Where the Crawdads Sing, by Delia Owens
Book Review – September 2018
Literary Fiction/Womans Fiction
Where the Crawdads Sing, by Delia Owens
G.P. Putnam’s Sons, Aug , 2018
One word comes to my mind after reading this book – Wonderful – and all that that word implies. I read the book in two and a half days not because it was a fast read but because it drew me in almost immediately and at the turn of each page I wanted to know more and what would happen next.
Although Where the Crawdads Sing is her first and debut novel, Delia Owens is not at all new to creating stunning literature having co-authored three non-fiction, best selling, lyrical nature books with her husband Mark Owens when they as wildlife scientists lived in and wrote their memoirs about Africa: Cry of the Kalahari, The Eye of the Elephant, and Secrets of the Savanna.
In Where the Crawdads Sing, Owens writes about seven year old Kya abandoned and growing up in the swamps and marshes of coastal North Carolina. This is the coming-of-age story of a girl living alone moving into womanhood. She is helped by a few but not many.
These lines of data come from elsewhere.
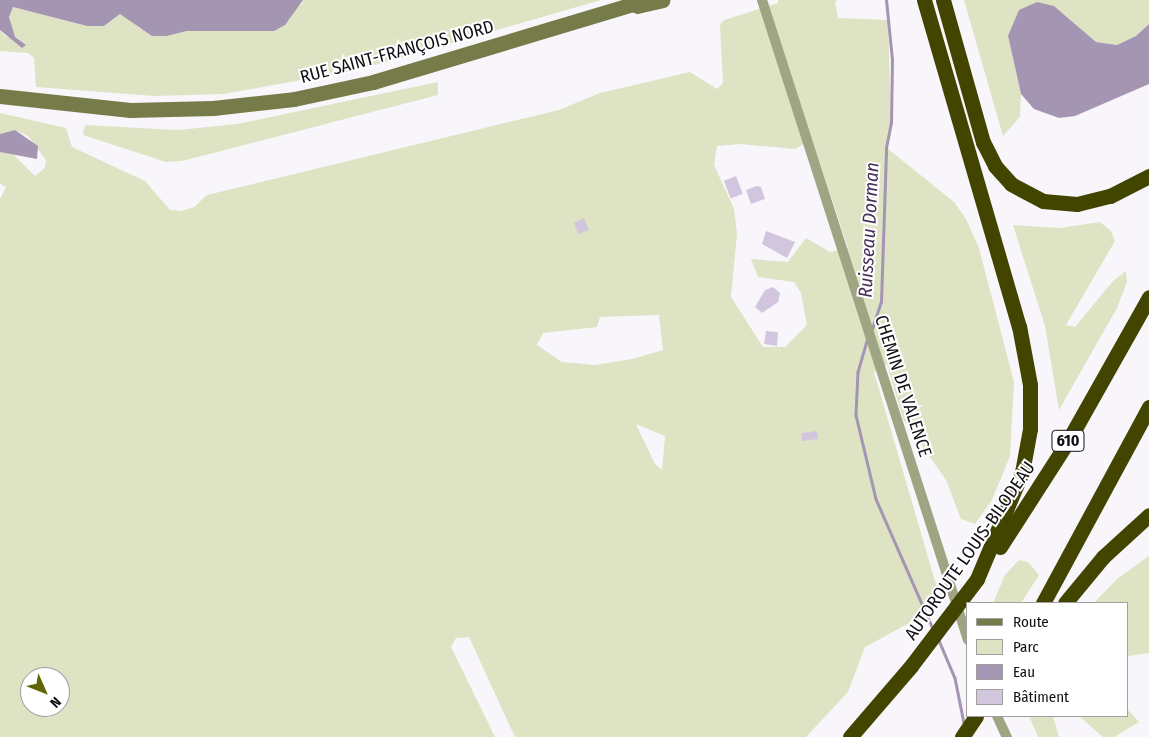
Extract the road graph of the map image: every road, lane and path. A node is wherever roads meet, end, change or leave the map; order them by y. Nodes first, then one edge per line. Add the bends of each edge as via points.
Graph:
1 (646, 0) edge
2 (662, 0) edge
3 (762, 0) edge
4 (924, 0) edge
5 (943, 0) edge
6 (620, 9) junction
7 (0, 96) edge
8 (1149, 176) edge
9 (1149, 297) edge
10 (1149, 407) edge
11 (1149, 515) edge
12 (977, 579) junction
13 (1044, 602) edge
14 (1066, 602) edge
15 (966, 634) edge
16 (997, 717) edge
17 (850, 737) edge
18 (1007, 737) edge

1 - 6 street, RUE SAINT-FRANÇOIS NORD
2 - 6 street, RUE SAINT-FRANÇOIS NORD
3 - 15 street, CHEMIN DE VALENCE
4 - 12 highway via 1015,313 1030,385 1030,429 1022,472
5 - 8 highway via 983,142 995,166 1011,184 1043,201 1077,204 1110,196
6 - 7 street, RUE SAINT-FRANÇOIS NORD via 373,82 294,99 160,110 88,108
9 - 12 highway, AUTOROUTE LOUIS-BILODEAU / 610 via 1058,458
10 - 13 highway
11 - 14 highway via 1103,557
12 - 17 highway, AUTOROUTE LOUIS-BILODEAU / 610, bridge via 911,666
16 - 18 street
The book is also a mystery story, a nature expose and a love story. I learned much about the nature surrounding coastal marshes and isn’t that what we want in our reading, to finish a satisfying story while realizing that the author has subtly taught us something we did not know or had not considered before? The book is filled to the brim with the meanness of prejudice, sweetness of love, forgiveness and the tenacity of the human spirit.
This really is a story full of wonder and I can easily recommend it.